▸ **Your assignment**: When the string "lane" appears in a line of the records, show the whole line.

Start of Available data

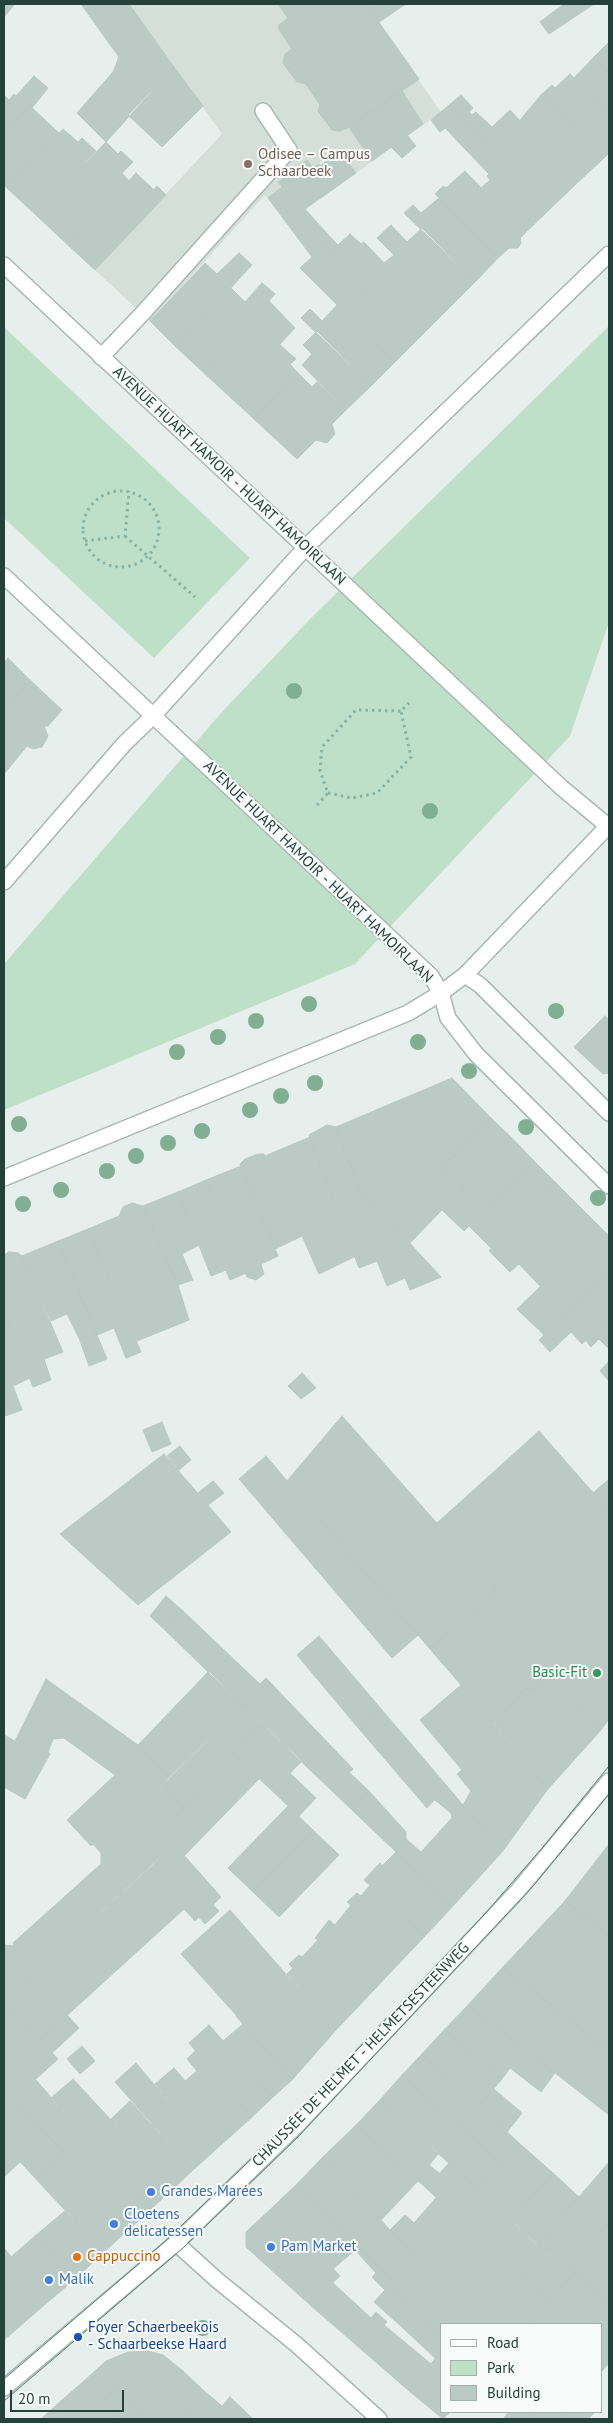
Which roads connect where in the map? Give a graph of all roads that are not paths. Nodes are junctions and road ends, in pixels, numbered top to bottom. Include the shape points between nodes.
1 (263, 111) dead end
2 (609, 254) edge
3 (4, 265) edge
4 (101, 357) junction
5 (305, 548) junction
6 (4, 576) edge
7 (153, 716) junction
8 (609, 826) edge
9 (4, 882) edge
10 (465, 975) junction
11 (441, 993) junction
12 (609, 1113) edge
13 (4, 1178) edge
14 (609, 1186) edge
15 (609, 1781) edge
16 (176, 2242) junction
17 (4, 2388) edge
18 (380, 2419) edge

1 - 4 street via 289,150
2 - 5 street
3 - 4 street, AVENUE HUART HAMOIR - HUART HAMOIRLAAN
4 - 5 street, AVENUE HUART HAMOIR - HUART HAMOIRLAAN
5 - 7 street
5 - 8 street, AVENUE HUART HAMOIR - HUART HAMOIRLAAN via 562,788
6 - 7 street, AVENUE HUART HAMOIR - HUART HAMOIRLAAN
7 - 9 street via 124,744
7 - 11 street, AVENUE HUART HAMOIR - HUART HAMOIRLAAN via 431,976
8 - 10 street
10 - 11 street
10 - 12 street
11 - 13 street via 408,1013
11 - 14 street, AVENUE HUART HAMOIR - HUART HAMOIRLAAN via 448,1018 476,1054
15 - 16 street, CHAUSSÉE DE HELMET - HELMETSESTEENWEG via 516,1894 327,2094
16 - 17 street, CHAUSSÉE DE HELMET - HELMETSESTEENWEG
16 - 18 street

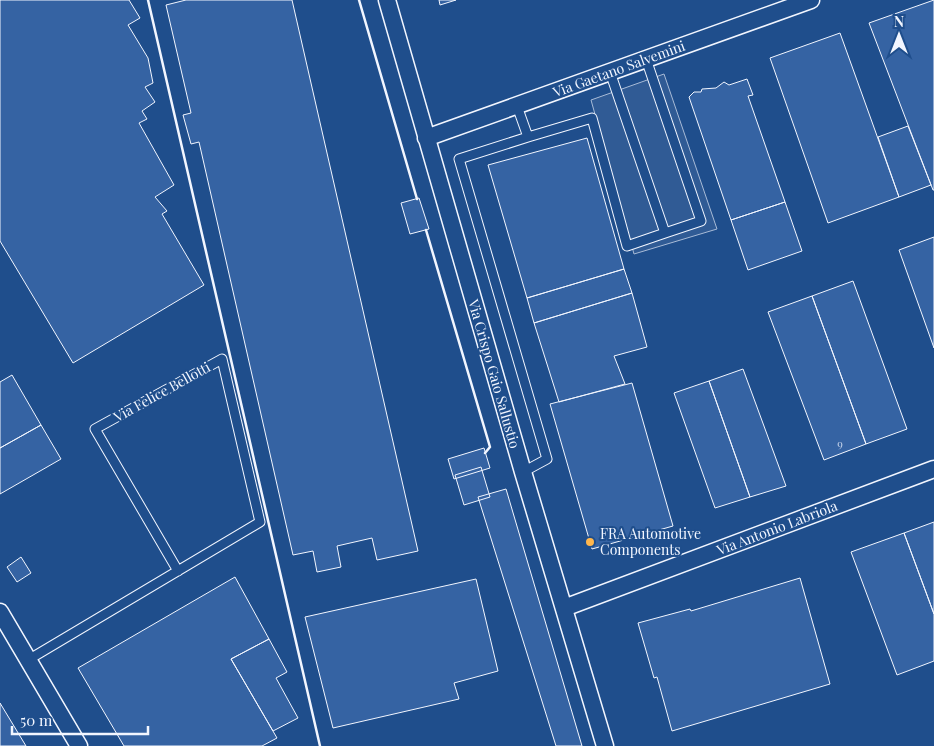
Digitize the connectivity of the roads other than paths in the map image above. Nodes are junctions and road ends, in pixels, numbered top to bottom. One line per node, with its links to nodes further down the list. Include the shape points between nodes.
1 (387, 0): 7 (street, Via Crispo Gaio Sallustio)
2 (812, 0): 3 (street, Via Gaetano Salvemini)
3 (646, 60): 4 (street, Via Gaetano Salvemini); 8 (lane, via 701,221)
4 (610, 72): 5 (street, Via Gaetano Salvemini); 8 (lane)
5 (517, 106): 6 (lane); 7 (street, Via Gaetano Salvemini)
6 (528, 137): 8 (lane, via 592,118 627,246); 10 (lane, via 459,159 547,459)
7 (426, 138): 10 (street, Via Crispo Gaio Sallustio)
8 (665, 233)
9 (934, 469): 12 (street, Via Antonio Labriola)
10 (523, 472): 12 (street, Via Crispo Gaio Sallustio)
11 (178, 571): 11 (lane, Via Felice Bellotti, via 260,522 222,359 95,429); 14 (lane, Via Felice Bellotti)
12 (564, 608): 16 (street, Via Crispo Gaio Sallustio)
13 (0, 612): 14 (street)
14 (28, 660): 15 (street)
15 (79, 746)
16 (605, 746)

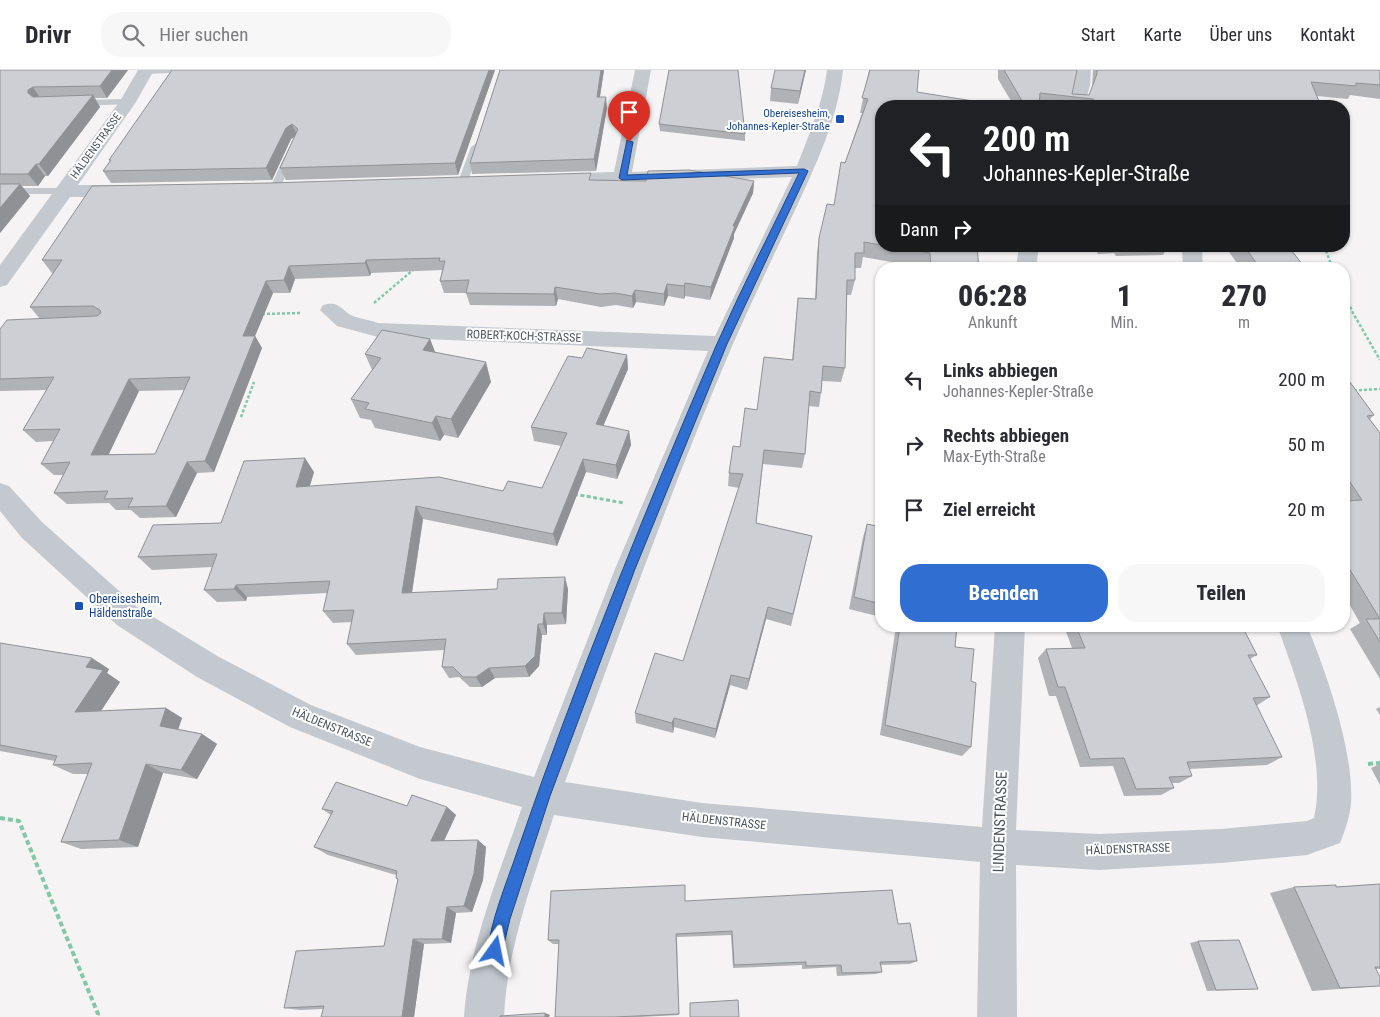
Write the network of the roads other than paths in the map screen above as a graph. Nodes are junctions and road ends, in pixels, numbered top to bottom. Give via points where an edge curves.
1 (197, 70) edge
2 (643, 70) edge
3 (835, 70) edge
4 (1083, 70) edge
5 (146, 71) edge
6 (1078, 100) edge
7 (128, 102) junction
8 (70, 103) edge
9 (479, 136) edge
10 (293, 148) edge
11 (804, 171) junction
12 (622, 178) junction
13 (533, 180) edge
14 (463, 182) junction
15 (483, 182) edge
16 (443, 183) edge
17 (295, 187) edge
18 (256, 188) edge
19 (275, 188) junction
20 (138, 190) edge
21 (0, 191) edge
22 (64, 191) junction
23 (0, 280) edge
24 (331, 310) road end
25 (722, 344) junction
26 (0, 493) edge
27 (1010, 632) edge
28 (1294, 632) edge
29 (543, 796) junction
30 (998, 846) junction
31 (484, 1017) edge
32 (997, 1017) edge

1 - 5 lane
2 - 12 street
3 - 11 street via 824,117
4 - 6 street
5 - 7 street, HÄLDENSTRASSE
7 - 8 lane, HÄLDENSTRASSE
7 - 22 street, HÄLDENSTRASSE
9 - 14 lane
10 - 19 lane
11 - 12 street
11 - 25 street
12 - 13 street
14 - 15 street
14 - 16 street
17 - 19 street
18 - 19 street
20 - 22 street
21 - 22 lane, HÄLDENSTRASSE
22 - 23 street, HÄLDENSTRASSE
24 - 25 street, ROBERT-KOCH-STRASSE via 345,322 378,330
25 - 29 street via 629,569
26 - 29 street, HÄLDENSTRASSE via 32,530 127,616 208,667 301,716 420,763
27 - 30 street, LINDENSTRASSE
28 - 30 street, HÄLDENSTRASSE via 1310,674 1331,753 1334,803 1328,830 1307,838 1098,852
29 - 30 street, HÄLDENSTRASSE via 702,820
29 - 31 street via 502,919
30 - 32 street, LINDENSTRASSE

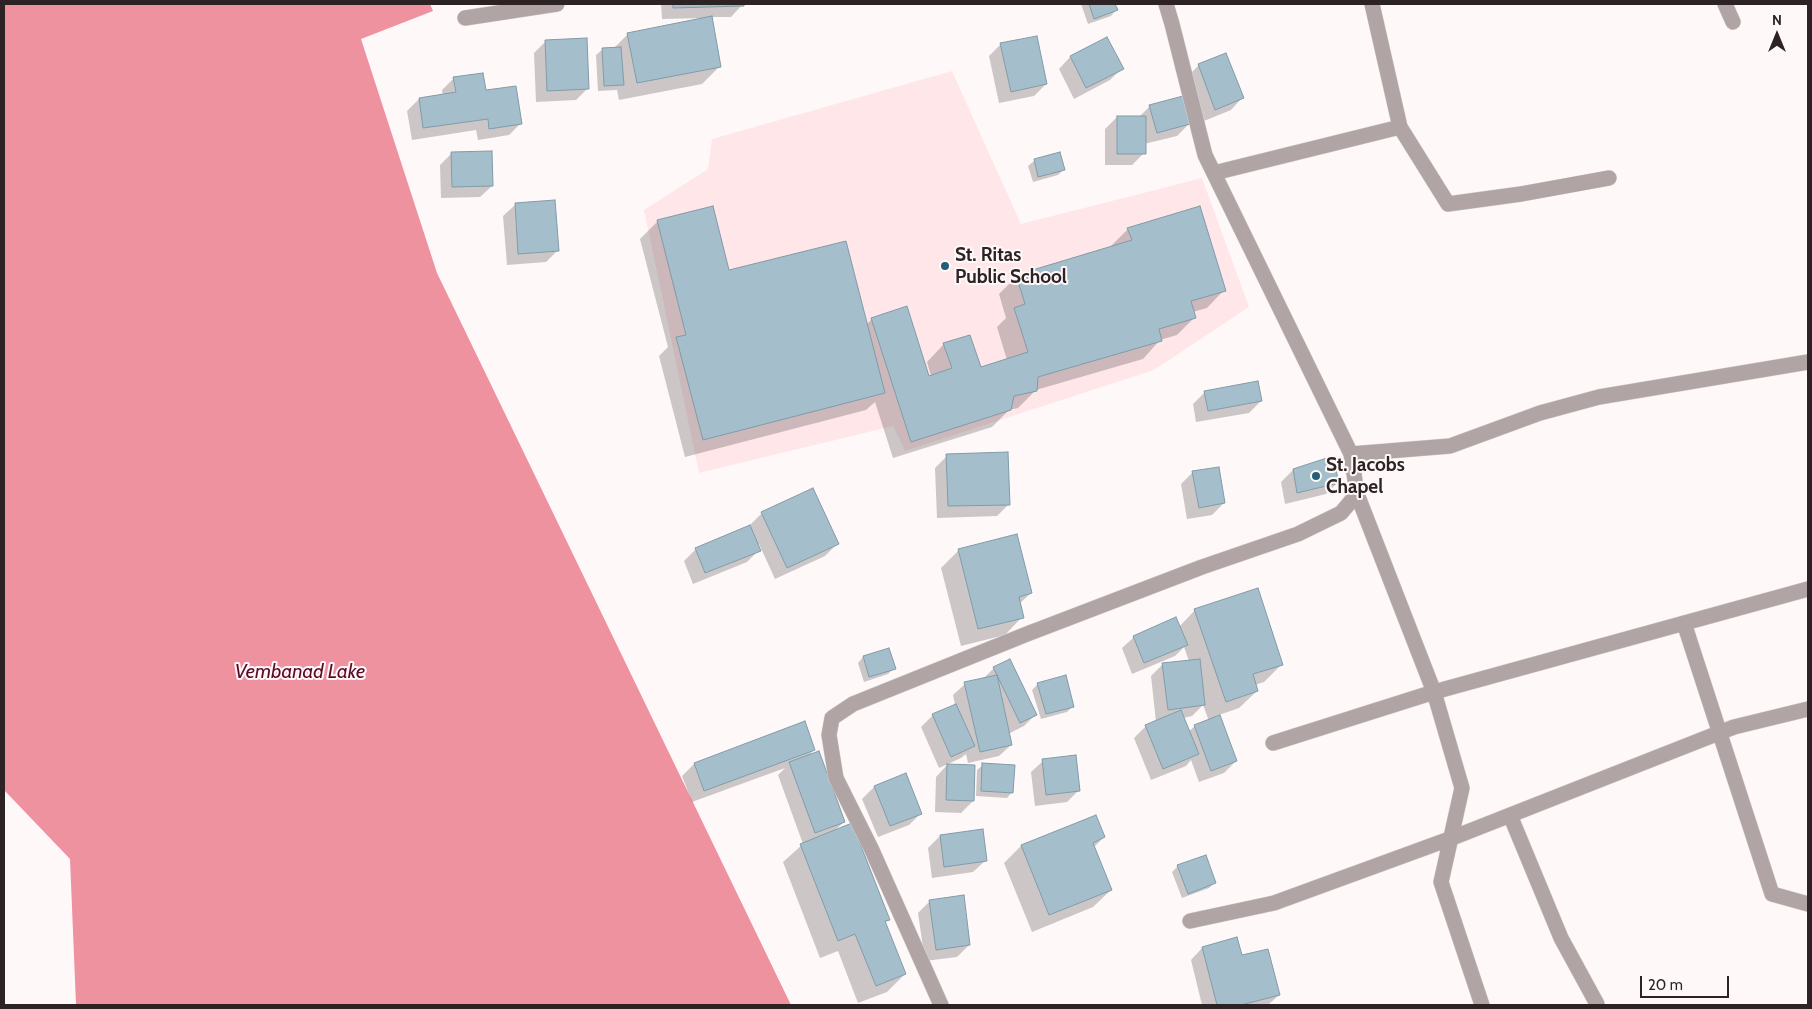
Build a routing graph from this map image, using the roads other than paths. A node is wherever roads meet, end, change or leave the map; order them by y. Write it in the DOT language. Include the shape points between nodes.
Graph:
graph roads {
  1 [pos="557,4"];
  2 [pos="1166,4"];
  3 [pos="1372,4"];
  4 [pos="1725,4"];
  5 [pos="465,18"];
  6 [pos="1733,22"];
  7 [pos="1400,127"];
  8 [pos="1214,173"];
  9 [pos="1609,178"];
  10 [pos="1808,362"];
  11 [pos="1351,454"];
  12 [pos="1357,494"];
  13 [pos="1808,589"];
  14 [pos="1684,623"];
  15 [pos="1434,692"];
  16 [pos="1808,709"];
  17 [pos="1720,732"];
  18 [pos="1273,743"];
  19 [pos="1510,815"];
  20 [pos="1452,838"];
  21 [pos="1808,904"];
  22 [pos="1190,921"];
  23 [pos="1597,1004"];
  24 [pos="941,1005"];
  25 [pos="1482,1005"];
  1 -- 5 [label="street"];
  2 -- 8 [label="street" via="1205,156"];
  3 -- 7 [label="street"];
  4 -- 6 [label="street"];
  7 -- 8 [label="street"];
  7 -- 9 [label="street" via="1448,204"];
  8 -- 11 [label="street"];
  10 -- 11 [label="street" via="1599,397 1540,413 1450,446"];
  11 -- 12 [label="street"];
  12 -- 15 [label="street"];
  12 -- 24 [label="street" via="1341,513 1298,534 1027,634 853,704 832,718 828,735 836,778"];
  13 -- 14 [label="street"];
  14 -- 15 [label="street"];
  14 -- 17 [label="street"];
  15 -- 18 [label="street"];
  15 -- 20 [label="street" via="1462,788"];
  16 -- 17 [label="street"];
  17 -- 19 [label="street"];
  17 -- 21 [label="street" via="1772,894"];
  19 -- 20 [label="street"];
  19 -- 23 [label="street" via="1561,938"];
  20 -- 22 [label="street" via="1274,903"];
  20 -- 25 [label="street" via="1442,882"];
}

End of Available data

▸ **Response to this task**:
3 (646, 60): 4 (street, Via Gaetano Salvemini); 8 (lane, via 701,221)
4 (610, 72): 5 (street, Via Gaetano Salvemini); 8 (lane)
5 (517, 106): 6 (lane); 7 (street, Via Gaetano Salvemini)
6 (528, 137): 8 (lane, via 592,118 627,246); 10 (lane, via 459,159 547,459)
11 (178, 571): 11 (lane, Via Felice Bellotti, via 260,522 222,359 95,429); 14 (lane, Via Felice Bellotti)
1 - 5 lane
7 - 8 lane, HÄLDENSTRASSE
9 - 14 lane
10 - 19 lane
21 - 22 lane, HÄLDENSTRASSE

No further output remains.